数据来源:http://dataju.cn/Dataju/web/datasetInstanceDetail/268

下载下来之后是一个 CSV 数据,通过 kibana 的 Data Visualizer 功能导入到 Elasticsearch 中,之后就可以查询了。

简单的查询

一个简单的 bool 查询:

GET /race-for-president-2016/_search
{
  "query": {
    "bool": {
      "must": [
        { "match": { "Text": "New York"}}
      ],
      "filter": [
        {"term": { "Speaker": "Holt" }}
      ]
    }
  }
}

这样子查询出来的文档时带有 _score 即分数的,默认是按分数倒排序的。

如果人为加上排序:

GET /race-for-president-2016/_search
{
  "query": {
    "bool": {
      "must": [
        { "match": { "Text": "New York"}}
      ],
      "filter": [
        {"term": { "Speaker": "Holt" }}
      ]
    }
  },
  "sort": [
    {"Line": { "order": "desc" }}
  ]
}

就不会有分数了。

当然也可以按分数正排:

GET /race-for-president-2016/_search
{
  "query": {
    "bool": {
      "must": [
        { "match": { "Text": "New York"}}
      ],
      "filter": [
        {"term": { "Speaker": "Holt" }}
      ]
    }
  },
  "sort": [
    {"_score": { "order": "asc" }}
  ]
}

如果想按 Line 排序,也想要分数怎么办,参见:https://www.elastic.co/guide/en/elasticsearch/guide/current/_sorting.html

可以这样:

GET /race-for-president-2016/_search
{
  "query": {
    "bool": {
      "must": [
        { "match": { "Text": "New York"}}
      ],
      "filter": [
        {"term": { "Speaker": "Holt" }}
      ]
    }
  },
  "sort": [
    {"_score": { "order": "asc" }},
    {"Line": { "order": "desc" }}
  ]
}

高亮

如果想高亮显示某个单词怎么办,参考:https://www.elastic.co/guide/en/elasticsearch/reference/current/highlighting.html

POST /race-for-president-2016/_search
{
  "query": {
    "match": {
      "Text": "New York"
    }
  },
  "highlight": {
    "fields": {
      "Text": {}
    }
  }
}

部分返回如下:

{
        "_index" : "race-for-president-2016",
        "_type" : "_doc",
        "_id" : "Jsmf13MBam6_7L8uDJbD",
        "_score" : 8.121967,
        "_source" : {
          "Line" : 167,
          "@timestamp" : "2016-09-26T00:00:00.000+08:00",
          "Text" : "Your two -- your two minutes expired, but I do want to follow up. Stop-and-frisk was ruled unconstitutional in New York, because it largely singled out black and Hispanic young men.",
          "Date" : "9/26/16",
          "Speaker" : "Holt"
        },
        "highlight" : {
          "Text" : [
            "Stop-and-frisk was ruled unconstitutional in <em>New</em> <em>York</em>, because it largely singled out black and Hispanic"
          ]
        }
}

可以发现,在 highlight 中有 em,并且只显示与关键词相关的一句话,多余的部分不会显示。
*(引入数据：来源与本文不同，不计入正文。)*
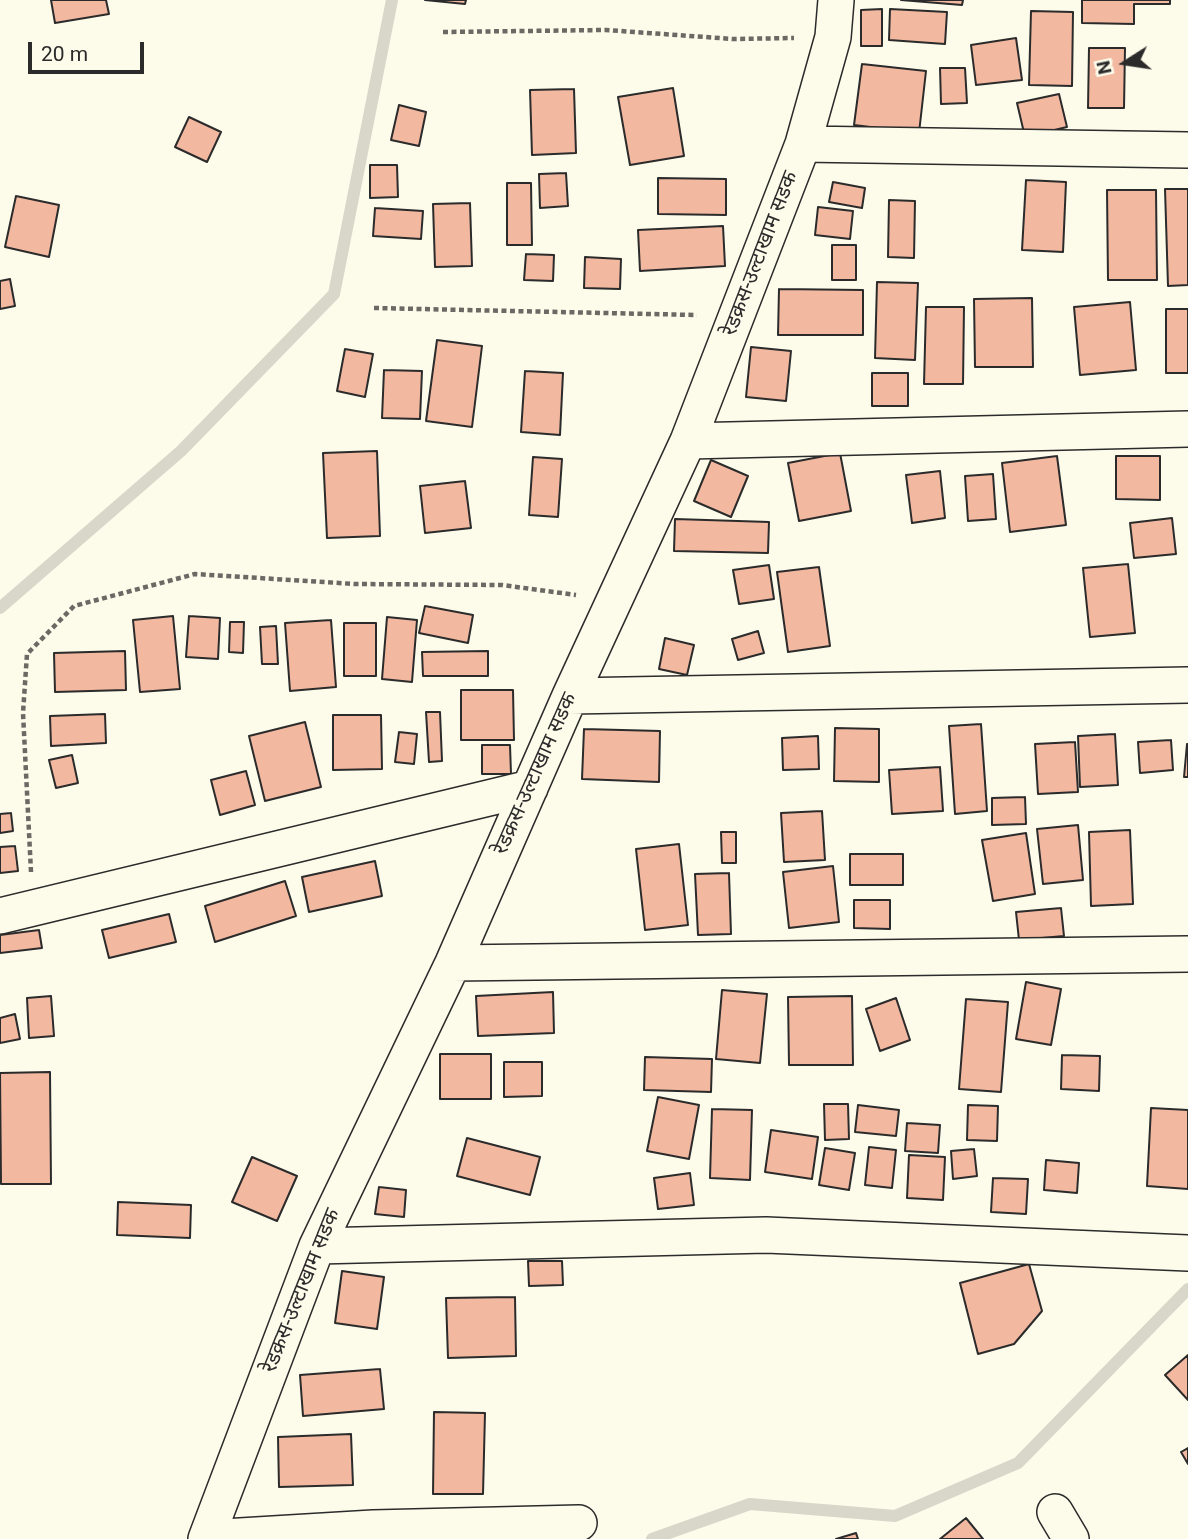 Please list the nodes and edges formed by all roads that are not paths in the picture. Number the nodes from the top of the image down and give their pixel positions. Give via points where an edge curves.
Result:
1 (836, 0) edge
2 (803, 144) junction
3 (1188, 150) edge
4 (1188, 429) edge
5 (688, 442) junction
6 (1188, 685) edge
7 (570, 696) junction
8 (530, 788) junction
9 (17, 912) edge
10 (1188, 954) edge
11 (453, 963) junction
12 (317, 1246) junction
13 (1187, 1252) edge
14 (579, 1523) dead end
15 (206, 1538) edge

1 - 2 street, रेडक्रस-उल्टाखाम सडक via 833,37
2 - 3 street
2 - 5 street, रेडक्रस-उल्टाखाम सडक
4 - 5 street
5 - 7 street, रेडक्रस-उल्टाखाम सडक
6 - 7 street
7 - 8 street, रेडक्रस-उल्टाखाम सडक
8 - 9 street
8 - 11 street, रेडक्रस-उल्टाखाम सडक
10 - 11 street
11 - 12 street, रेडक्रस-उल्टाखाम सडक
12 - 13 street via 766,1235
12 - 15 street, रेडक्रस-उल्टाखाम सडक
14 - 15 street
上边的搜索有一部分会将 New York 两个单词分开,如果想连为一体查询,可以使用短语搜索:

POST /race-for-president-2016/_search
{
  "query": {
    "match_phrase": {
      "Text": "New York"
    }
  },
  "highlight": {
    "fields": {
      "Text": {}
    }
  }
}

分页查询

查询主持人的发言,主持人名为 Holt

POST /race-for-president-2016/_search
{
  "query": {
    "bool": {
      "filter": [
        {"term": {"Speaker": "Holt"}}
      ]
    }
  }
}

这样查出来是分数是 0.0,如果想要带分数,可以使用:

POST /race-for-president-2016/_search
{
  "query": {
    "constant_score": {
      "filter": {
        "term": {"Speaker": "Holt"}
      }
    }
  }
}

这样查出来的分数是 1.0

上边的俩查询是可以显示文档数量的,但是默认只会显示十条文档,如果想显示多一些,可以这样:

POST /race-for-president-2016/_search
{
  "query": {
    "bool": {
      "filter": [
        {"term": {"Speaker": "Holt"}}
      ]
    }
  },
  "size": 20
}

不过从性能上考虑,一次查询不要返回过多文档,如果文档过多可以利用分页,比如从第二个文档开始查询:

POST /race-for-president-2016/_search
{
  "query": {
    "bool": {
      "filter": [
        {"term": {"Speaker": "Holt"}}
      ]
    }
  },
  "size": 20,
  "from": 2
}

如果只想看看主持人发言的总数量,可以这样:

参见:https://www.elastic.co/guide/en/elasticsearch/reference/current/search-count.html

POST /race-for-president-2016/_count
{
  "query": {
    "bool": {
      "filter": [
        {"term": {"Speaker": "Holt"}}
      ]
    }
  }
}

以上就是分页查询的全部内容了。

聚合查询

查看有多少发言人:

参见:https://www.elastic.co/guide/en/elasticsearch/reference/current/search-aggregations-metrics-cardinality-aggregation.html

POST /race-for-president-2016/_search
{
  "size": 0,
  "aggs": {
    "Number of speakers": {
      "cardinality": {
        "field": "Speaker"
      }
    }
  }
}

部分返回如下:

  "aggregations" : {
    "Number of speakers" : {
      "value" : 11
    }
  }

发现总共有 11 个发言人。

聚合查看每个发言人都发言了多少次:

参见:https://www.elastic.co/guide/en/elasticsearch/reference/current/search-aggregations-bucket-terms-aggregation.html

POST /race-for-president-2016/_search
{
  "size": 0,
  "aggs": {
    "Speakers and number of speeches": {
      "terms": {
        "field": "Speaker"
      }
    }
  }
}

部分返回如下:

  "aggregations" : {
    "Speakers and number of speeches" : {
      "doc_count_error_upper_bound" : 0,
      "sum_other_doc_count" : 8,
      "buckets" : [
        {
          "key" : "Trump",
          "doc_count" : 224
        },
        {
          "key" : "Clinton",
          "doc_count" : 159
        },
        {
          "key" : "Pence",
          "doc_count" : 134
        },
        {
          "key" : "Kaine",
          "doc_count" : 124
        },
        {
          "key" : "Holt",
          "doc_count" : 98
        },
        {
          "key" : "Quijano",
          "doc_count" : 76
        },
        {
          "key" : "Cooper",
          "doc_count" : 75
        },
        {
          "key" : "Raddatz",
          "doc_count" : 62
        },
        {
          "key" : "CANDIDATES",
          "doc_count" : 37
        },
        {
          "key" : "Audience",
          "doc_count" : 29
        }
      ]
    }
  }

川建国同志最能说了。